After a minute, she feels okay enough to let go slowly. Dina sits down beside her, stroking her back.
“You know,” she starts tentatively, “I heard recently that there’s a doctor in Jackson, someone new. He’s supposed to know some stuff about this- how to deal with losing someone, and I heard he’s dealt with some… some problems like yours before. The nightmares, whatever happened in the barn. Do you maybe want to try working with him sometime?” She looks so worried , so scared she'll say no. “Only if you want,” she adds quickly.
Ellie wants to resist, wants to say no and keep pretending like she’s dealing with this on her own, but… she isn’t. It had almost destroyed her more than once, and if she let this wound fester any longer it was ultimately going to kill her.
“Yeah,” she breathes. “Yeah, okay.”
“Okay.” Dina nods. She cups Ellie’s face in one hand again, and she leans into it. “I think you’re making the right choice. I love you, okay? It’s gonna be better someday.”
“I love you too. So much.” Ellie presses a kiss to her palm. “Thank you.”
“I’m not accepting that,” Dina grins. “You don’t need to thank me. Come on, go back to sleep with us.” She climbs over Ellie somewhat awkwardly, ignoring her quiet laughter as she does, slides back under the covers, and snuggles herself warmly up to her neck in the blankets.
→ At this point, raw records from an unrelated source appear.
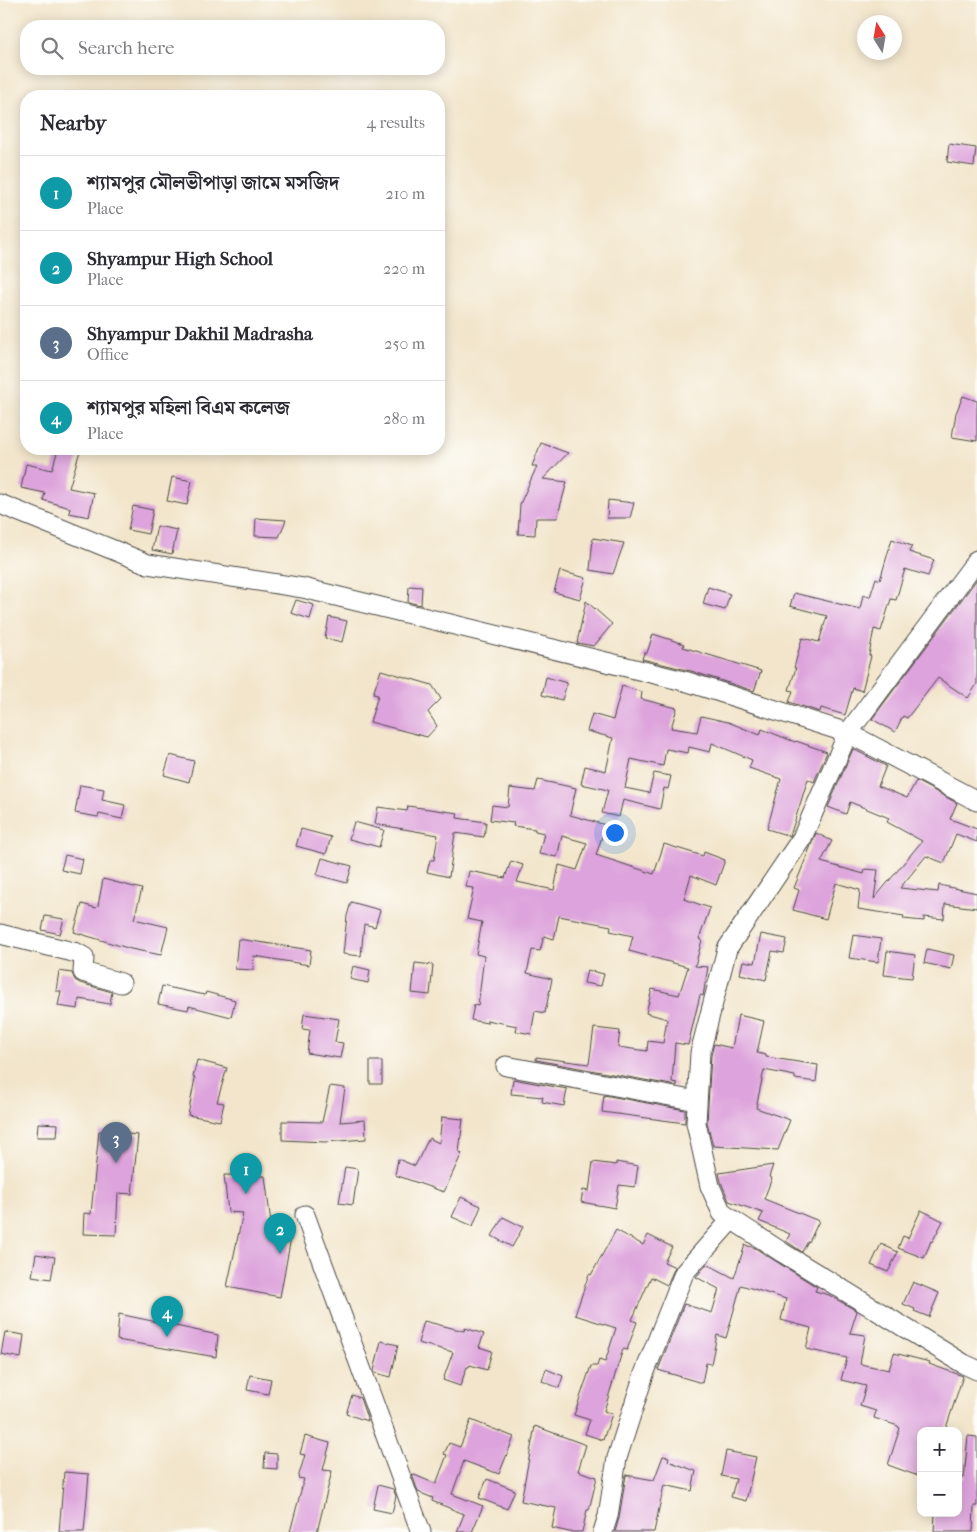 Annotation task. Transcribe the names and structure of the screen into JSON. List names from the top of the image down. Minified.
{"north":"top","page":{"search":"Search here","heading":["Nearby","4 results"],"list":[{"mark":"1","name":"শ্যামপুর মৌলভীপাড়া জামে মসজিদ","note":"Place","value":"210 m"},{"mark":"2","name":"Shyampur High School","note":"Place","value":"220 m"},{"mark":"3","name":"Shyampur Dakhil Madrasha","note":"Office","value":"250 m"},{"mark":"4","name":"শ্যামপুর মহিলা বিএম কলেজ","note":"Place","value":"280 m"}],"pins":["3","1","2","4"],"map_buttons":["+","−"]}} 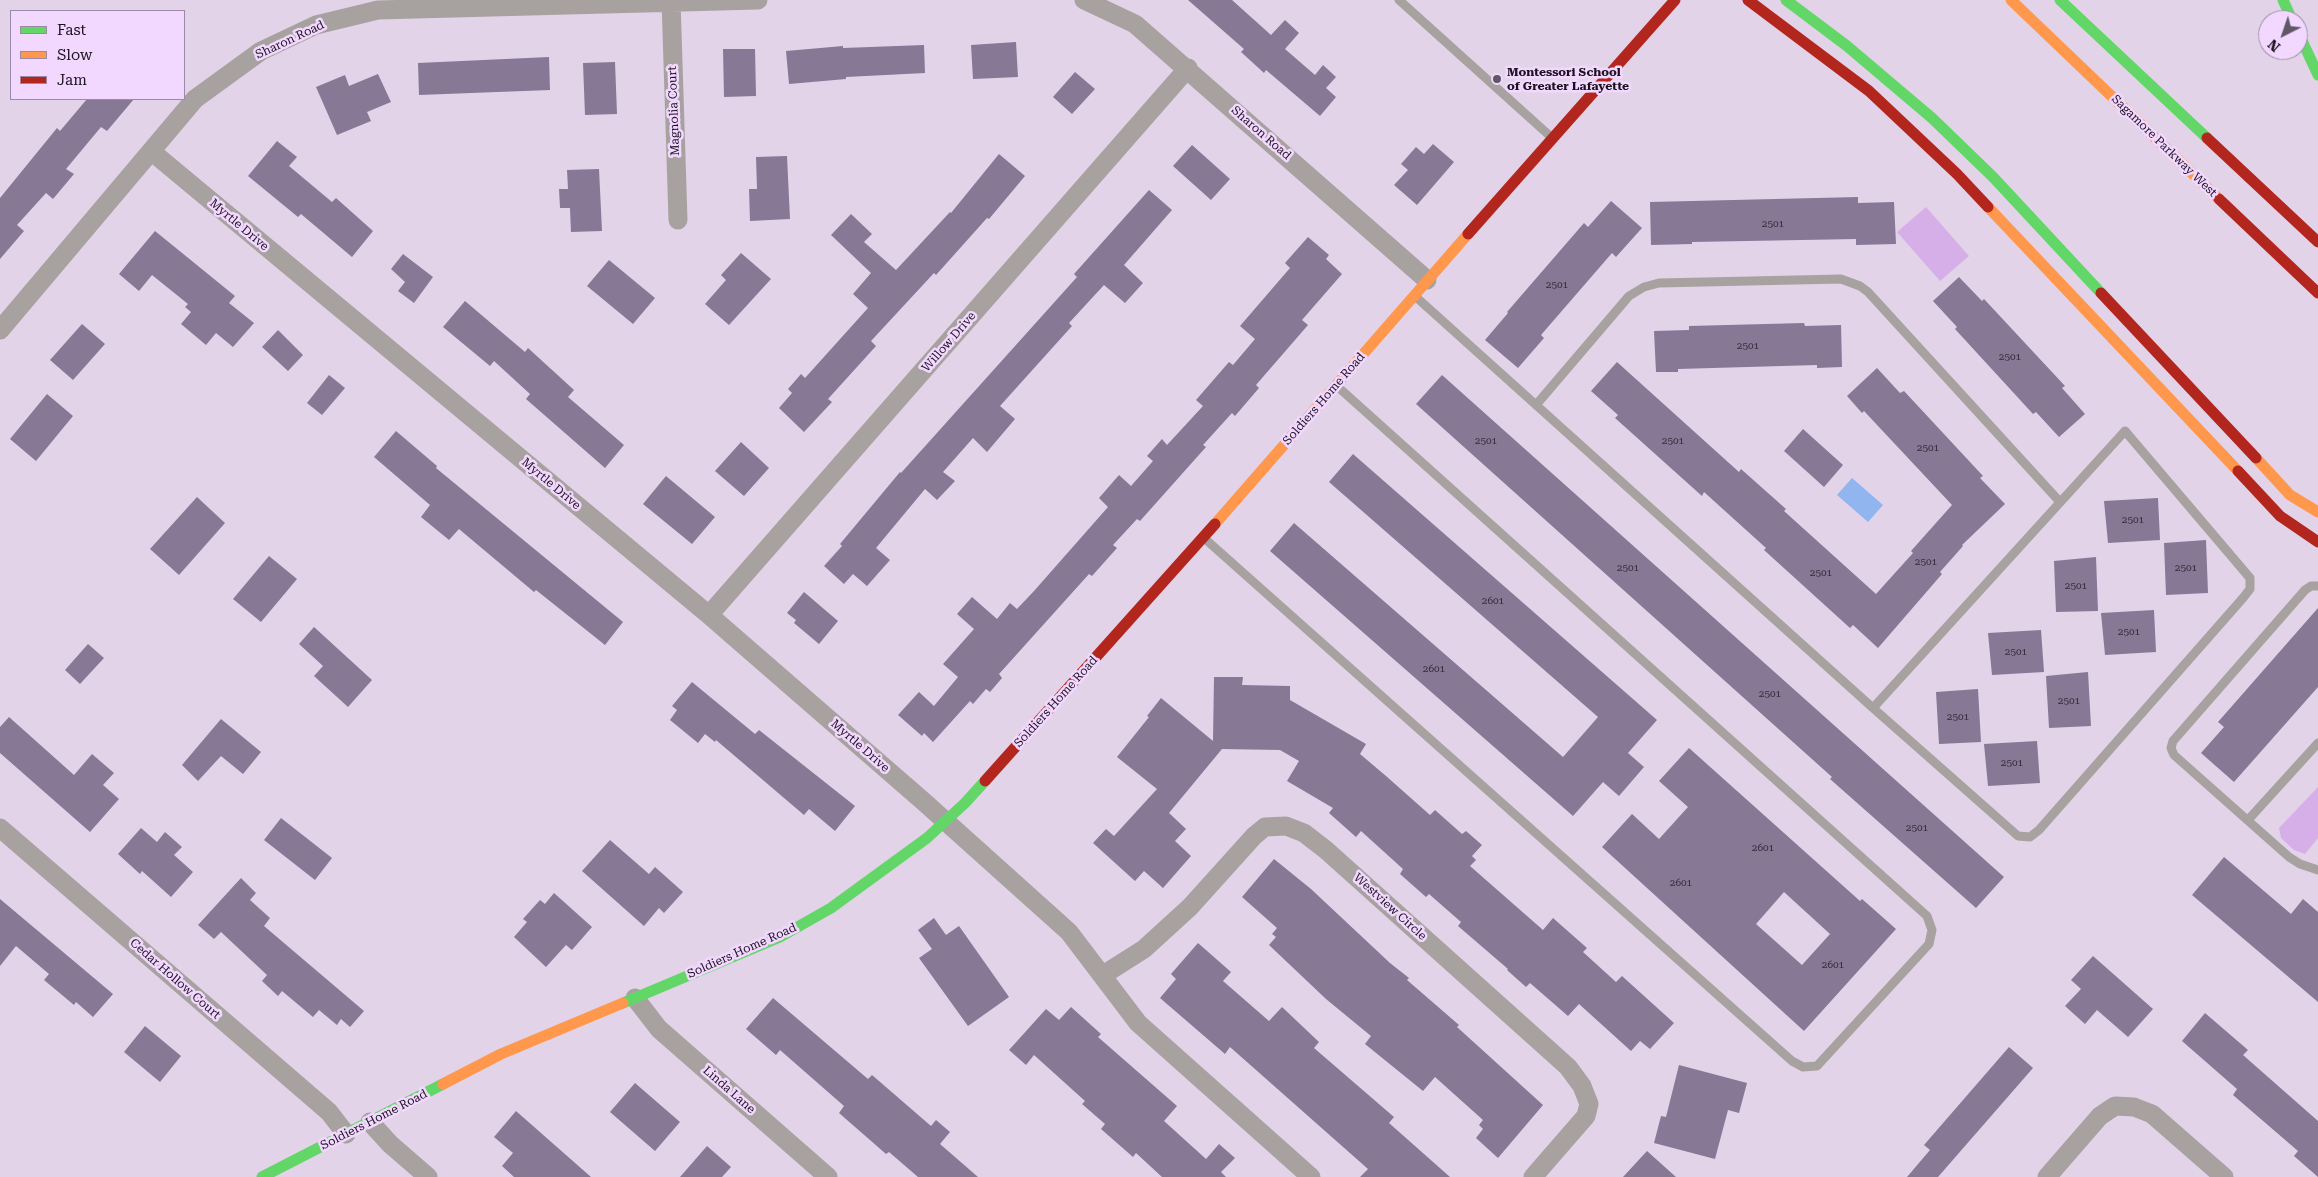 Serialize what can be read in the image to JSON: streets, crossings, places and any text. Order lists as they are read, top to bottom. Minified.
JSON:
{"streets":{"main road":["Sagamore Parkway West","Soldiers Home Road"],"street":["Sharon Road","Magnolia Court","Myrtle Drive","Willow Drive","Westview Circle","Cedar Hollow Court","Linda Lane"]},"crossings":[["Sharon Road","Magnolia Court"],["Sharon Road","Myrtle Drive"],["Sharon Road","Willow Drive"],["Sharon Road","Soldiers Home Road"],["Myrtle Drive","Willow Drive"],["Myrtle Drive","Soldiers Home Road"],["Soldiers Home Road","Cedar Hollow Court"],["Soldiers Home Road","Linda Lane"]],"places":["Montessori School of Greater Lafayette"],"house_numbers":["2501","2501","2501","2501","2501","2501","2501","2501","2501","2501","2501","2501","2501","2601","2501","2501","2601","2501","2501","2501","2501","2501","2601","2601","2601"],"legend":["Fast","Slow","Jam"],"north":"bottom left"} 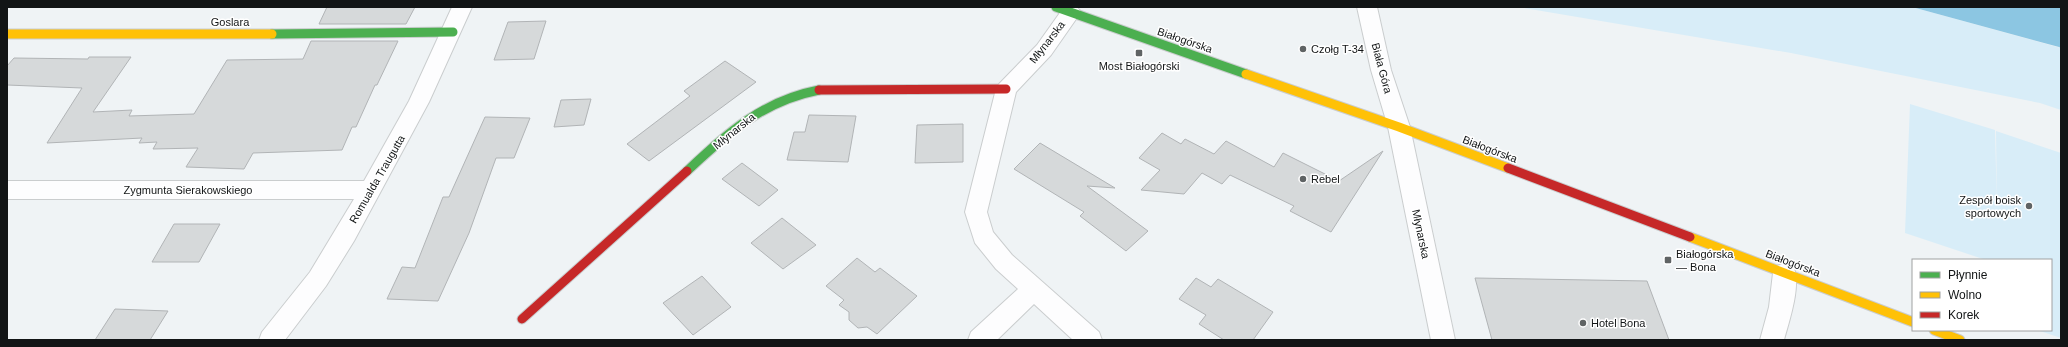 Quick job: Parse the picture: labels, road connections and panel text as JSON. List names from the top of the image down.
{
  "streets": {
    "street": [
      "Goslara",
      "Białogórska",
      "Młynarska",
      "Biała Góra",
      "Romualda Traugutta",
      "Zygmunta Sierakowskiego"
    ]
  },
  "crossings": [
    ["Goslara", "Romualda Traugutta"],
    ["Białogórska", "Młynarska"],
    ["Białogórska", "Biała Góra"],
    ["Młynarska", "Biała Góra"],
    ["Romualda Traugutta", "Zygmunta Sierakowskiego"]
  ],
  "places": {
    "other": [
      "Czołg T-34",
      "Rebel",
      "Zespół boisk sportowych",
      "Hotel Bona"
    ],
    "transit": ["Most Białogórski", "Białogórska — Bona"]
  },
  "legend": ["Płynnie", "Wolno", "Korek"]
}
Ellie follows suit, content to watch Dina’s face until she finally slips into sleep.
When she does, she turns her attention to her son between them. He’s so small, so calm, so good. His little chest rises and falls in an exact rhythm, and Ellie starts to hum very quietly to him along with it, stroking his hair.
“Love you, Potato,” she tells him. “Mom loves you so, so much.”
She knows the song she’s humming too well, knows it under broken hands and inside an abandoned theatre and sung in a low, drawling voice.
She wishes so badly that he could meet his grandfather. She bets Joel would’ve loved him just as much as she does.
Tonight, though, is as close as she’ll get, and it’s pretty good if you ask her. Her living family is here, safe and whole, in one bed, and somehow she knows that if Joel could see them, he’d be proud.
Tonight, she gets to the end of the song.